::: Extracted records :::
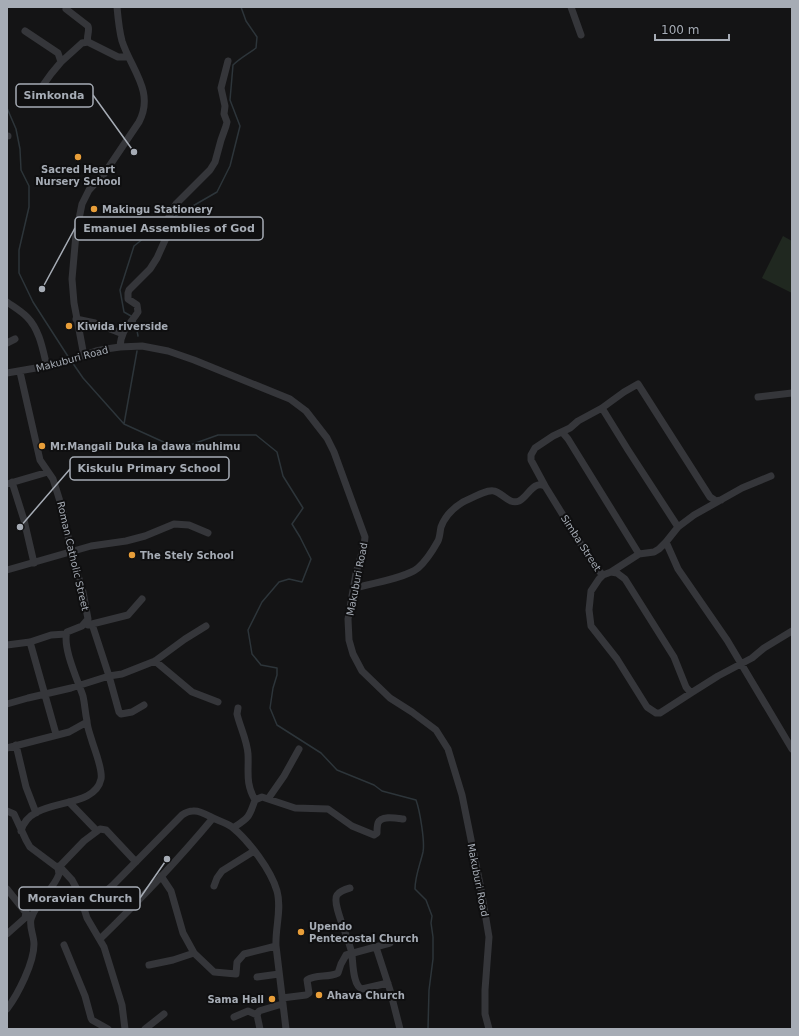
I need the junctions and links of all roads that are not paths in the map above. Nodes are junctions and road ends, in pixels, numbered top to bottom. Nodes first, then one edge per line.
1 (117, 7) edge
2 (571, 7) edge
3 (66, 10) dead end
4 (25, 31) dead end
5 (581, 35) dead end
6 (88, 42) junction
7 (128, 57) junction
8 (228, 60) dead end
9 (61, 62) junction
10 (42, 88) dead end
11 (7, 302) edge
12 (76, 318) junction
13 (123, 334) junction
14 (15, 339) dead end
15 (7, 343) edge
16 (120, 347) junction
17 (84, 356) junction
18 (47, 367) junction
19 (20, 372) junction
20 (7, 373) edge
21 (792, 393) edge
22 (758, 397) dead end
23 (602, 408) junction
24 (562, 432) junction
25 (48, 472) junction
26 (771, 476) dead end
27 (9, 483) edge
28 (545, 486) junction
29 (721, 500) junction
30 (678, 527) junction
31 (208, 533) dead end
32 (666, 542) junction
33 (71, 552) junction
34 (639, 554) junction
35 (34, 563) junction
36 (7, 570) edge
37 (611, 572) junction
38 (603, 575) junction
39 (354, 588) junction
40 (142, 599) dead end
41 (92, 624) junction
42 (82, 626) junction
43 (206, 626) dead end
44 (792, 631) edge
45 (66, 634) junction
46 (30, 642) junction
47 (7, 645) edge
48 (155, 661) junction
49 (741, 664) junction
50 (109, 676) junction
51 (79, 686) junction
52 (691, 693) junction
53 (45, 694) junction
54 (218, 702) dead end
55 (7, 704) edge
56 (144, 704) dead end
57 (238, 708) dead end
58 (87, 722) junction
59 (56, 734) junction
60 (16, 745) junction
61 (7, 748) edge
62 (299, 749) dead end
63 (792, 749) edge
64 (268, 799) junction
65 (254, 800) junction
66 (69, 802) junction
67 (7, 811) edge
68 (36, 813) junction
69 (213, 818) junction
70 (403, 819) dead end
71 (233, 828) junction
72 (21, 830) junction
73 (97, 831) junction
74 (254, 851) junction
75 (136, 862) junction
76 (58, 867) junction
77 (161, 876) junction
78 (214, 886) dead end
79 (350, 888) dead end
80 (7, 889) edge
81 (85, 909) junction
82 (26, 912) junction
83 (31, 919) junction
84 (7, 934) edge
85 (100, 938) junction
86 (390, 943) dead end
87 (64, 945) dead end
88 (276, 946) junction
89 (376, 947) junction
90 (194, 953) junction
91 (352, 953) junction
92 (149, 965) dead end
93 (279, 974) junction
94 (257, 977) dead end
95 (388, 982) junction
96 (282, 1001) junction
97 (7, 1009) edge
98 (164, 1014) dead end
99 (257, 1015) junction
100 (234, 1017) dead end
101 (108, 1029) edge
102 (125, 1029) edge
103 (145, 1029) edge
104 (260, 1029) edge
105 (286, 1029) edge
106 (400, 1029) edge
107 (489, 1029) edge

1 - 7 street
2 - 5 street
3 - 6 street
4 - 9 street
6 - 7 street
6 - 9 street
7 - 12 street
8 - 13 street
9 - 10 street
11 - 18 street
12 - 13 street
12 - 17 street
13 - 16 street
14 - 15 street
16 - 17 street, Makuburi Road
16 - 39 street, Makuburi Road
17 - 18 street, Makuburi Road
18 - 19 street, Makuburi Road
19 - 20 street, Makuburi Road
19 - 25 street, Roman Catholic Street
21 - 22 street
23 - 24 street
23 - 29 street
23 - 30 street
24 - 28 street, Simba Street
24 - 34 street
25 - 27 street
25 - 33 street, Roman Catholic Street
26 - 29 street, Simba Street
27 - 35 street
28 - 38 street, Simba Street
28 - 39 street
29 - 30 street, Simba Street
30 - 32 street, Simba Street
31 - 33 street
32 - 34 street, Simba Street
32 - 49 street
33 - 35 street
33 - 42 street, Roman Catholic Street
34 - 37 street, Simba Street
35 - 36 street
37 - 38 street, Simba Street
37 - 52 street
38 - 52 street
39 - 107 street, Makuburi Road
40 - 41 street
41 - 42 street
41 - 50 street
42 - 45 street, Roman Catholic Street
43 - 48 street
44 - 49 street
45 - 46 street, Roman Catholic Street
45 - 51 street
46 - 47 street, Roman Catholic Street
46 - 53 street
48 - 50 street
48 - 54 street
49 - 52 street
49 - 63 street
50 - 51 street
50 - 56 street
51 - 53 street
51 - 58 street
53 - 55 street
53 - 59 street
57 - 65 street
58 - 59 street
58 - 66 street
59 - 60 street
60 - 61 street
60 - 68 street
62 - 64 street
64 - 65 street
64 - 70 street
65 - 71 street
66 - 68 street
66 - 73 street
67 - 72 street
68 - 72 street
69 - 71 street
69 - 75 street
69 - 77 street
71 - 74 street
72 - 76 street
73 - 75 street
73 - 76 street
74 - 78 street
74 - 88 street
75 - 81 street
76 - 81 street
76 - 83 street
77 - 85 street
77 - 90 street
79 - 91 street
80 - 82 street
81 - 85 street
82 - 83 street
82 - 84 street
83 - 97 street
85 - 102 street
86 - 89 street
87 - 101 street
88 - 90 street
88 - 93 street
89 - 91 street
89 - 95 street
90 - 92 street
91 - 95 street
91 - 96 street
93 - 94 street
93 - 96 street
95 - 106 street
96 - 99 street
96 - 105 street
98 - 103 street
99 - 100 street
99 - 104 street

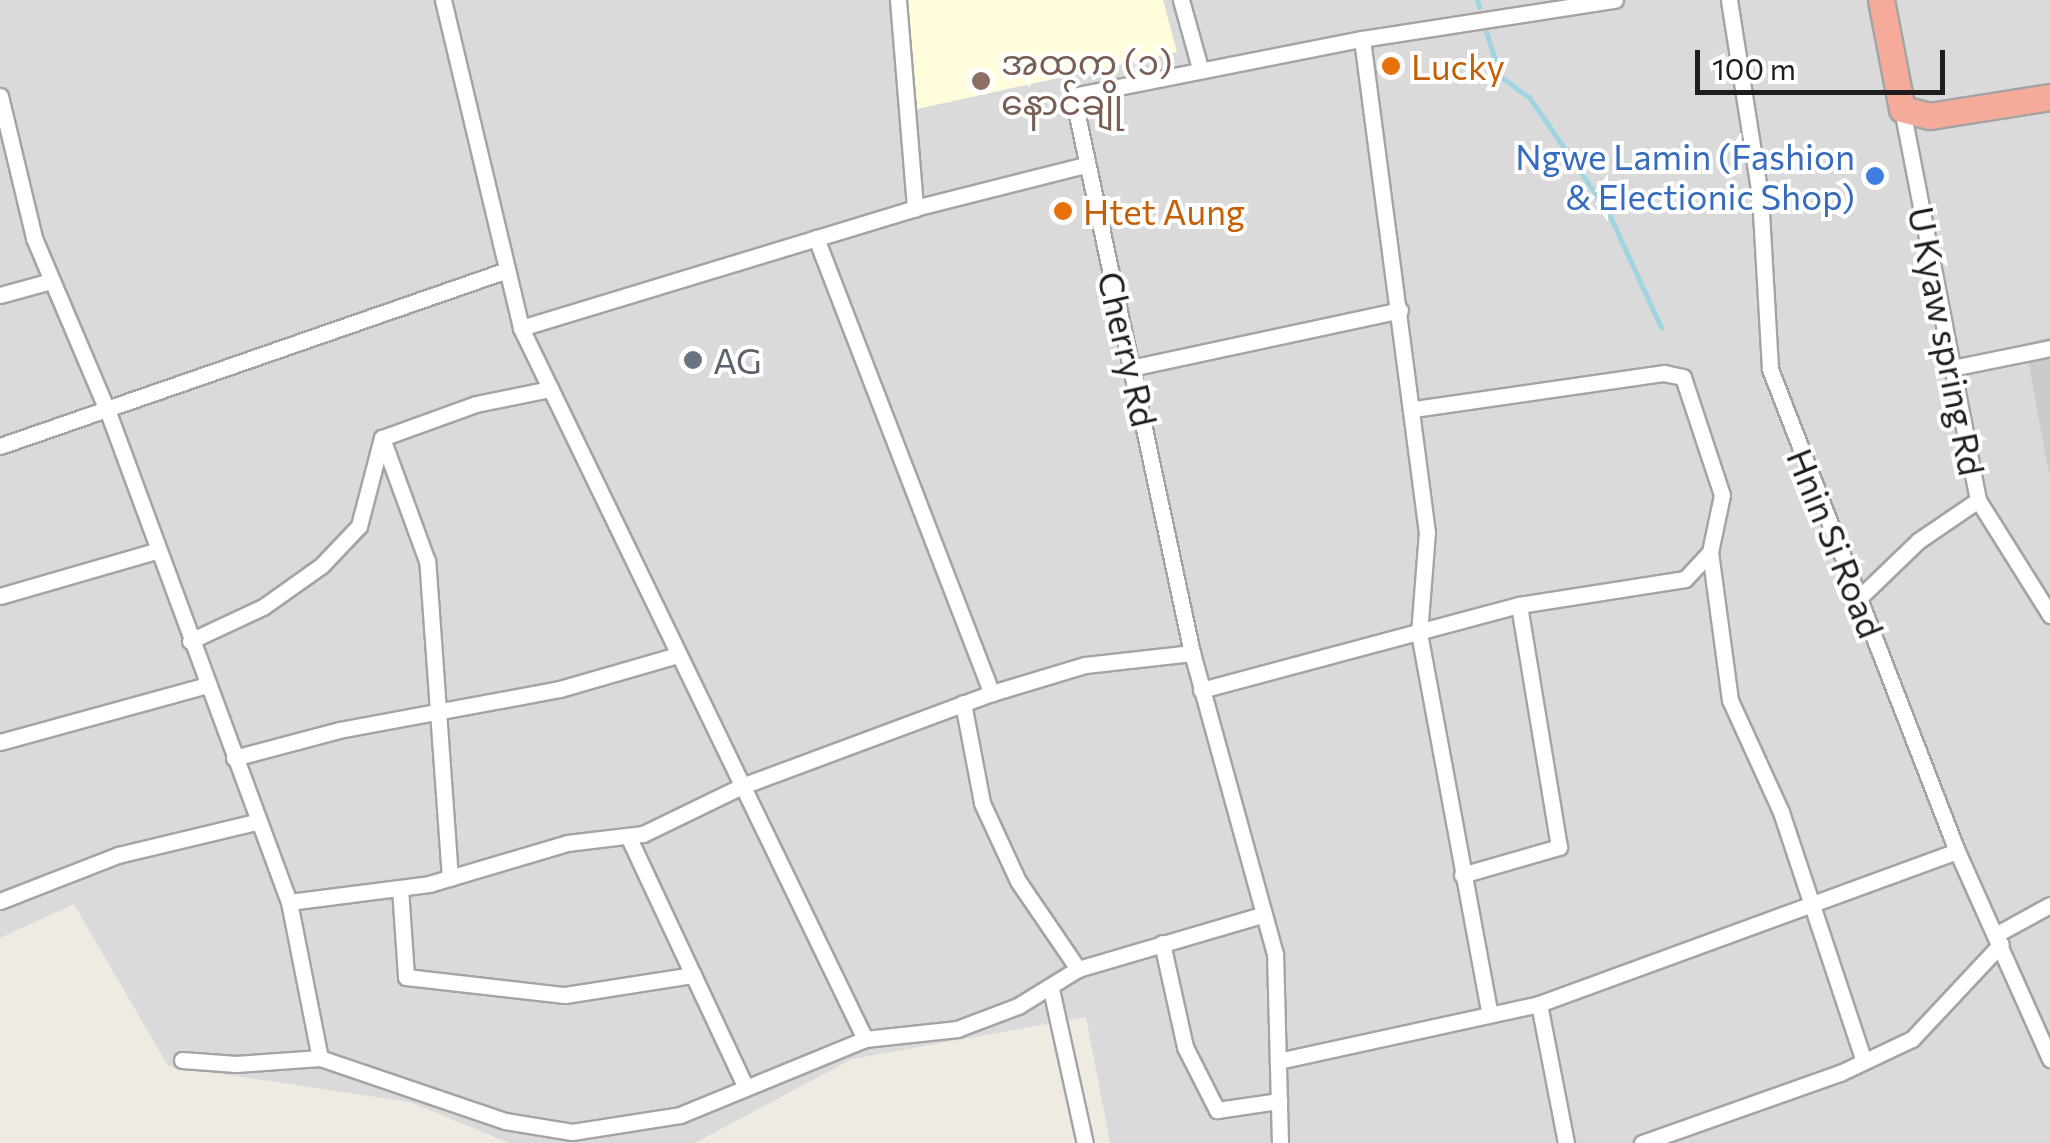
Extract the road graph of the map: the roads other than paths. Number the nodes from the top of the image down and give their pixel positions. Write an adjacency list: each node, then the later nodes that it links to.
1 (443, 0): 17 (street)
2 (898, 0): 15 (street)
3 (1182, 0): 9 (street)
4 (1615, 0): 7 (street, Cherry Rd)
5 (1729, 0): 36 (street, Hnin Si Road)
6 (1882, 0): 12 (highway)
7 (1561, 4): 8 (street, Cherry Rd)
8 (1362, 40): 9 (street, Cherry Rd); 20 (street)
9 (1200, 68): 14 (street, Cherry Rd)
10 (0, 96): 13 (street)
11 (2050, 97): 12 (highway)
12 (1902, 108): 24 (street, U Kyaw spring Rd)
13 (6, 148): 18 (street)
14 (1084, 164): 15 (street); 23 (street, Cherry Rd)
15 (916, 208): 16 (street)
16 (816, 238): 21 (street); 45 (street)
17 (507, 270): 21 (street); 27 (street)
18 (51, 282): 19 (street); 27 (street)
19 (0, 295)
20 (1400, 310): 23 (street); 26 (street)
21 (521, 328): 25 (street)
22 (2050, 348): 24 (street)
23 (1136, 366): 41 (street, Cherry Rd)
24 (1952, 368): 30 (street, U Kyaw spring Rd)
25 (550, 389): 28 (street); 42 (street)
26 (1414, 409): 32 (street); 39 (street)
27 (108, 412): 29 (street); 31 (street)
28 (382, 438): 40 (street); 47 (street)
29 (0, 446)
30 (1978, 500): 34 (street, U Kyaw spring Rd); 36 (street)
31 (156, 551): 35 (street); 40 (street)
32 (1710, 552): 37 (street); 59 (street)
33 (2050, 578): 34 (street)
34 (2032, 584): 38 (street, U Kyaw spring Rd)
35 (0, 596)
36 (1859, 598): 53 (street, Hnin Si Road)
37 (1518, 606): 39 (street); 54 (street)
38 (2050, 615)
39 (1419, 633): 44 (street); 54 (street)
40 (190, 641): 43 (street)
41 (1192, 653): 44 (street, Cherry Rd); 45 (street)
42 (678, 655): 47 (street); 50 (street)
43 (206, 685): 48 (street); 49 (street)
44 (1201, 690): 61 (street, Cherry Rd)
45 (992, 692): 46 (street)
46 (963, 702): 50 (street); 64 (street)
47 (434, 713): 49 (street); 55 (street)
48 (0, 742)
49 (234, 758): 51 (street)
50 (742, 786): 52 (street); 69 (street)
51 (255, 822): 57 (street); 58 (street)
52 (628, 836): 55 (street); 65 (street)
53 (1957, 851): 59 (street); 62 (street, Hnin Si Road)
54 (1462, 875): 68 (street)
55 (450, 878): 56 (street)
56 (400, 888): 58 (street); 65 (street)
57 (0, 901)
58 (288, 902): 70 (street)
59 (1814, 904): 67 (street); 74 (street)
60 (2050, 905): 62 (street)
61 (1261, 915): 63 (street); 73 (street, Cherry Rd)
62 (1999, 939): 71 (street, Hnin Si Road); 74 (street)
63 (1162, 943): 64 (street); 76 (street)
64 (1078, 970): 66 (street)
65 (693, 975): 75 (street)
66 (1052, 989): 69 (street); 77 (street)
67 (1539, 1004): 68 (street); 79 (street)
68 (1489, 1012): 73 (street)
69 (865, 1039): 75 (street)
70 (320, 1058): 72 (street); 75 (street)
71 (2050, 1059)
72 (182, 1060)
73 (1278, 1062): 76 (street, Cherry Rd)
74 (1864, 1062): 80 (street)
75 (746, 1088)
76 (1279, 1100): 78 (street, Cherry Rd)
77 (1086, 1143)
78 (1280, 1143)
79 (1566, 1143)
80 (1642, 1143)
:::
Task to complete
Scan the entries above and return each line that holds "Makuburi".

Result of the exercise
16 - 17 street, Makuburi Road
16 - 39 street, Makuburi Road
17 - 18 street, Makuburi Road
18 - 19 street, Makuburi Road
19 - 20 street, Makuburi Road
39 - 107 street, Makuburi Road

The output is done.